The answer must be an exact reproduction of all the entries.

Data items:
____________
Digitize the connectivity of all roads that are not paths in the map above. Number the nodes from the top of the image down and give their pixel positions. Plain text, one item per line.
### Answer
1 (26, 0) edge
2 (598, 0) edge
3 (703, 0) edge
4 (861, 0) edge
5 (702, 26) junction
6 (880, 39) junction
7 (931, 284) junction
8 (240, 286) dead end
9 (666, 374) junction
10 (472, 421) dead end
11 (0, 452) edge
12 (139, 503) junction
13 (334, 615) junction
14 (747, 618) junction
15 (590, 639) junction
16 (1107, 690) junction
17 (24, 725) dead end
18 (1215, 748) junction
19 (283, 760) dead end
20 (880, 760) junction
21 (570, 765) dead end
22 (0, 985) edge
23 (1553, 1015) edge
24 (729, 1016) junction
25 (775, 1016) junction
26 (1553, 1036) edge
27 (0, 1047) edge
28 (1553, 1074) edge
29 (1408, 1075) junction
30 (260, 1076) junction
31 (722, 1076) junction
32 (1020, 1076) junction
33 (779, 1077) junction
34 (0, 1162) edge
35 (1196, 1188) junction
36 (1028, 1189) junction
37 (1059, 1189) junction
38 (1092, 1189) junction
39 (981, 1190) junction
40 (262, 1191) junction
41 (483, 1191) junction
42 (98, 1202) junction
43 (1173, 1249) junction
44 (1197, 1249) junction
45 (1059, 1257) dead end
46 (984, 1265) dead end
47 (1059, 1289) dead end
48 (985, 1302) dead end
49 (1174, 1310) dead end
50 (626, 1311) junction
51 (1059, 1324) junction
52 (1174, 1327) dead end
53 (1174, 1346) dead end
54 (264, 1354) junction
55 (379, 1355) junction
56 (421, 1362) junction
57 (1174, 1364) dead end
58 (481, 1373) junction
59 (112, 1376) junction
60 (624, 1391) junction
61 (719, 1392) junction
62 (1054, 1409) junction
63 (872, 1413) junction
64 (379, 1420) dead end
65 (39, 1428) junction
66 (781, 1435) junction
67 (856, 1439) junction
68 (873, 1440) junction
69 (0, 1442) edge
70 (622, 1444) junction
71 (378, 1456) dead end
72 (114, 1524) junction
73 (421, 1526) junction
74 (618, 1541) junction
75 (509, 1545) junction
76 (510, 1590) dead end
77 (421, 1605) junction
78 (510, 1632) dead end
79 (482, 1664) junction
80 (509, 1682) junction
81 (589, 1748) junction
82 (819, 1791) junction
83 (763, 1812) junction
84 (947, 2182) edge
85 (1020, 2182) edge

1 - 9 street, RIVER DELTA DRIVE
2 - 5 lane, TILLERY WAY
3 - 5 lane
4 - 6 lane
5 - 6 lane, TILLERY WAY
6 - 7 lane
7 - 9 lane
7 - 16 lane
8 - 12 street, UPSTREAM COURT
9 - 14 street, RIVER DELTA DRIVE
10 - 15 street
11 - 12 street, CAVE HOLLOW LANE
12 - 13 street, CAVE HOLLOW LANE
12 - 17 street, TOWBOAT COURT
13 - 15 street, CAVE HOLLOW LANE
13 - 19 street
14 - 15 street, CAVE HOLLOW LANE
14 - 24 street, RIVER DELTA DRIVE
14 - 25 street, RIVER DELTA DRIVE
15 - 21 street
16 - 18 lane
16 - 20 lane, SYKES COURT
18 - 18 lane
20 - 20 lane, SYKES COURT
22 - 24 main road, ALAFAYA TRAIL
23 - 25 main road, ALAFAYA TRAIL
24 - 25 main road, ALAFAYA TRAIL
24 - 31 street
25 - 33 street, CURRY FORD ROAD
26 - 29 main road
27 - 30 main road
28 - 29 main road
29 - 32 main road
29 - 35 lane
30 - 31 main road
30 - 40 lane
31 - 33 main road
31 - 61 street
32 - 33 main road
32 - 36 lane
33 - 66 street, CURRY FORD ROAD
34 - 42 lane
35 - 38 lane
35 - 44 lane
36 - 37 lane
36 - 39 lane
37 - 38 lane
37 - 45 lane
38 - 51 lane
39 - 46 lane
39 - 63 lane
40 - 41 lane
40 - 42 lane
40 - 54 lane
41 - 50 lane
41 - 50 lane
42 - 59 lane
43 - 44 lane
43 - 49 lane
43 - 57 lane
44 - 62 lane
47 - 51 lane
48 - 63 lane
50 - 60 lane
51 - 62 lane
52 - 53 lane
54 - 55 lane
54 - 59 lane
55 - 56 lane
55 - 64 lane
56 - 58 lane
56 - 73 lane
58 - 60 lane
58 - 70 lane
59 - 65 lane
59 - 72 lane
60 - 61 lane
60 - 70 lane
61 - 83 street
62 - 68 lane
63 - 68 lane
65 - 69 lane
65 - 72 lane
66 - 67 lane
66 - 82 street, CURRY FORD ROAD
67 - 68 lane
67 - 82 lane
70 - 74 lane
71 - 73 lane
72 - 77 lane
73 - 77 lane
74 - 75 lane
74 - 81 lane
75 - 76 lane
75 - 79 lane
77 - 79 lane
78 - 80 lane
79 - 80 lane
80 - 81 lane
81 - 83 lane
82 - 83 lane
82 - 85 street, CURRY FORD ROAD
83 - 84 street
____________
[Exercise output]:
Digitize the connectivity of all roads that are not paths in the map above. Number the nodes from the top of the image down and give their pixel positions. Plain text, one item per line.
### Answer
1 (26, 0) edge
2 (598, 0) edge
3 (703, 0) edge
4 (861, 0) edge
5 (702, 26) junction
6 (880, 39) junction
7 (931, 284) junction
8 (240, 286) dead end
9 (666, 374) junction
10 (472, 421) dead end
11 (0, 452) edge
12 (139, 503) junction
13 (334, 615) junction
14 (747, 618) junction
15 (590, 639) junction
16 (1107, 690) junction
17 (24, 725) dead end
18 (1215, 748) junction
19 (283, 760) dead end
20 (880, 760) junction
21 (570, 765) dead end
22 (0, 985) edge
23 (1553, 1015) edge
24 (729, 1016) junction
25 (775, 1016) junction
26 (1553, 1036) edge
27 (0, 1047) edge
28 (1553, 1074) edge
29 (1408, 1075) junction
30 (260, 1076) junction
31 (722, 1076) junction
32 (1020, 1076) junction
33 (779, 1077) junction
34 (0, 1162) edge
35 (1196, 1188) junction
36 (1028, 1189) junction
37 (1059, 1189) junction
38 (1092, 1189) junction
39 (981, 1190) junction
40 (262, 1191) junction
41 (483, 1191) junction
42 (98, 1202) junction
43 (1173, 1249) junction
44 (1197, 1249) junction
45 (1059, 1257) dead end
46 (984, 1265) dead end
47 (1059, 1289) dead end
48 (985, 1302) dead end
49 (1174, 1310) dead end
50 (626, 1311) junction
51 (1059, 1324) junction
52 (1174, 1327) dead end
53 (1174, 1346) dead end
54 (264, 1354) junction
55 (379, 1355) junction
56 (421, 1362) junction
57 (1174, 1364) dead end
58 (481, 1373) junction
59 (112, 1376) junction
60 (624, 1391) junction
61 (719, 1392) junction
62 (1054, 1409) junction
63 (872, 1413) junction
64 (379, 1420) dead end
65 (39, 1428) junction
66 (781, 1435) junction
67 (856, 1439) junction
68 (873, 1440) junction
69 (0, 1442) edge
70 (622, 1444) junction
71 (378, 1456) dead end
72 (114, 1524) junction
73 (421, 1526) junction
74 (618, 1541) junction
75 (509, 1545) junction
76 (510, 1590) dead end
77 (421, 1605) junction
78 (510, 1632) dead end
79 (482, 1664) junction
80 (509, 1682) junction
81 (589, 1748) junction
82 (819, 1791) junction
83 (763, 1812) junction
84 (947, 2182) edge
85 (1020, 2182) edge

1 - 9 street, RIVER DELTA DRIVE
2 - 5 lane, TILLERY WAY
3 - 5 lane
4 - 6 lane
5 - 6 lane, TILLERY WAY
6 - 7 lane
7 - 9 lane
7 - 16 lane
8 - 12 street, UPSTREAM COURT
9 - 14 street, RIVER DELTA DRIVE
10 - 15 street
11 - 12 street, CAVE HOLLOW LANE
12 - 13 street, CAVE HOLLOW LANE
12 - 17 street, TOWBOAT COURT
13 - 15 street, CAVE HOLLOW LANE
13 - 19 street
14 - 15 street, CAVE HOLLOW LANE
14 - 24 street, RIVER DELTA DRIVE
14 - 25 street, RIVER DELTA DRIVE
15 - 21 street
16 - 18 lane
16 - 20 lane, SYKES COURT
18 - 18 lane
20 - 20 lane, SYKES COURT
22 - 24 main road, ALAFAYA TRAIL
23 - 25 main road, ALAFAYA TRAIL
24 - 25 main road, ALAFAYA TRAIL
24 - 31 street
25 - 33 street, CURRY FORD ROAD
26 - 29 main road
27 - 30 main road
28 - 29 main road
29 - 32 main road
29 - 35 lane
30 - 31 main road
30 - 40 lane
31 - 33 main road
31 - 61 street
32 - 33 main road
32 - 36 lane
33 - 66 street, CURRY FORD ROAD
34 - 42 lane
35 - 38 lane
35 - 44 lane
36 - 37 lane
36 - 39 lane
37 - 38 lane
37 - 45 lane
38 - 51 lane
39 - 46 lane
39 - 63 lane
40 - 41 lane
40 - 42 lane
40 - 54 lane
41 - 50 lane
41 - 50 lane
42 - 59 lane
43 - 44 lane
43 - 49 lane
43 - 57 lane
44 - 62 lane
47 - 51 lane
48 - 63 lane
50 - 60 lane
51 - 62 lane
52 - 53 lane
54 - 55 lane
54 - 59 lane
55 - 56 lane
55 - 64 lane
56 - 58 lane
56 - 73 lane
58 - 60 lane
58 - 70 lane
59 - 65 lane
59 - 72 lane
60 - 61 lane
60 - 70 lane
61 - 83 street
62 - 68 lane
63 - 68 lane
65 - 69 lane
65 - 72 lane
66 - 67 lane
66 - 82 street, CURRY FORD ROAD
67 - 68 lane
67 - 82 lane
70 - 74 lane
71 - 73 lane
72 - 77 lane
73 - 77 lane
74 - 75 lane
74 - 81 lane
75 - 76 lane
75 - 79 lane
77 - 79 lane
78 - 80 lane
79 - 80 lane
80 - 81 lane
81 - 83 lane
82 - 83 lane
82 - 85 street, CURRY FORD ROAD
83 - 84 street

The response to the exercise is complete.